Integration with the data source architecture (ADR-003)¶
BTF and CTF are L1 (debug info) sources. They produce the same StructLayout,
EnumInfo, and (new) FuncProto structures as DWARF. The checker doesn't need
to know which format the data came from.
Unified protocol: TypeMetadataSource¶
class TypeMetadataSource(Protocol):
"""Common interface for all debug format readers."""
def get_struct_layout(self, name: str) -> StructLayout | None: ...
def get_enum_info(self, name: str) -> EnumInfo | None: ...
def get_function_proto(self, name: str) -> FuncProto | None: ...

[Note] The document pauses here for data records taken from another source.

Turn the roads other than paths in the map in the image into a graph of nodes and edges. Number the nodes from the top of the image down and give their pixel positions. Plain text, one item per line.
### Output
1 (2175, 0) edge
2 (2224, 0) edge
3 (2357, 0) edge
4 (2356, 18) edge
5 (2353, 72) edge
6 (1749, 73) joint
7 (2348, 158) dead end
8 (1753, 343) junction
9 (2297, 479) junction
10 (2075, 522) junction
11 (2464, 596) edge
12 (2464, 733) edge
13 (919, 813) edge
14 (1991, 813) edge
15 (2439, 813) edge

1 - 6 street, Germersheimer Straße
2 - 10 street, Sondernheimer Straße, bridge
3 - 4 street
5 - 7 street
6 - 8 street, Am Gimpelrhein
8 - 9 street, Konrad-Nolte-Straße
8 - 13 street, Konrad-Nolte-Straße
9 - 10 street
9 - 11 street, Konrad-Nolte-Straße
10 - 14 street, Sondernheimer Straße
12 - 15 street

def get_typedef(self, name: str) -> str | None: ...
@property
def has_data(self) -> bool: ...
DwarfMetadata, BtfMetadata, and CtfMetadata all implement this protocol.
The checker's detectors accept TypeMetadataSource instead of DwarfMetadata directly.
Updated fallback chain (extends ADR-003)¶
The default L1 priority depends on the binary type:
L1 debug info resolution (no CLI override):
Kernel binary (vmlinux, *.ko)?
BTF present? → use BTF (preferred: compact, pre-deduplicated)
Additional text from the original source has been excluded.